=== YOUR INSTRUCTIONS ===
Copied exactly and without pictures, the lines from the beginning of the entries through the one that holds "pinky pip: (209, 226)" should form the entire reply.
:::::
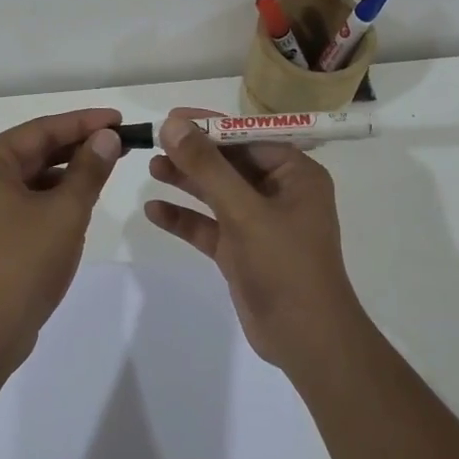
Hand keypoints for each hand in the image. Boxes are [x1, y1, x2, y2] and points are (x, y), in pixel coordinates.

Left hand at [0, 108, 123, 371]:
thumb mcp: (65, 211)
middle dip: (79, 145)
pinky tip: (83, 198)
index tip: (120, 119)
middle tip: (122, 141)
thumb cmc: (23, 264)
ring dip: (69, 171)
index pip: (42, 129)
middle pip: (36, 149)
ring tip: (109, 166)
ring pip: (34, 176)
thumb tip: (108, 137)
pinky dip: (55, 195)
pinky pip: (28, 199)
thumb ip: (89, 169)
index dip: (84, 122)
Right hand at [143, 108, 369, 372]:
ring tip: (151, 167)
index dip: (209, 126)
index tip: (171, 118)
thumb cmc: (285, 265)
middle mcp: (279, 193)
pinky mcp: (242, 251)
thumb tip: (173, 124)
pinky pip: (209, 226)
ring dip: (186, 181)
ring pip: (217, 193)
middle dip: (193, 154)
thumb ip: (207, 167)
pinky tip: (154, 211)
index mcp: (295, 175)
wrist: (307, 341)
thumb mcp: (244, 211)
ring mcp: (259, 223)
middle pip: (230, 163)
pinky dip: (184, 218)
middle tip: (153, 142)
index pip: (247, 137)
:::::
=== RESPONSE AREA ===
Hand keypoints for each hand in the image. Boxes are [x1, y1, x2, y2] and points are (x, y), in pixel coordinates.

Left hand at [0, 108, 123, 371]:
thumb mcp: (65, 211)
middle dip: (79, 145)
pinky tip: (83, 198)
index tip: (120, 119)
middle tip: (122, 141)
thumb cmc: (23, 264)
ring dip: (69, 171)
index pip: (42, 129)
middle pip: (36, 149)
ring tip: (109, 166)
ring pip: (34, 176)
thumb tip: (108, 137)
pinky dip: (55, 195)
pinky pip: (28, 199)
thumb ip: (89, 169)
index dip: (84, 122)
Right hand at [143, 108, 369, 372]:
ring tip: (151, 167)
index dip: (209, 126)
index tip: (171, 118)
thumb cmc: (285, 265)
middle mcp: (279, 193)
pinky mcp: (242, 251)
thumb tip: (173, 124)
pinky pip: (209, 226)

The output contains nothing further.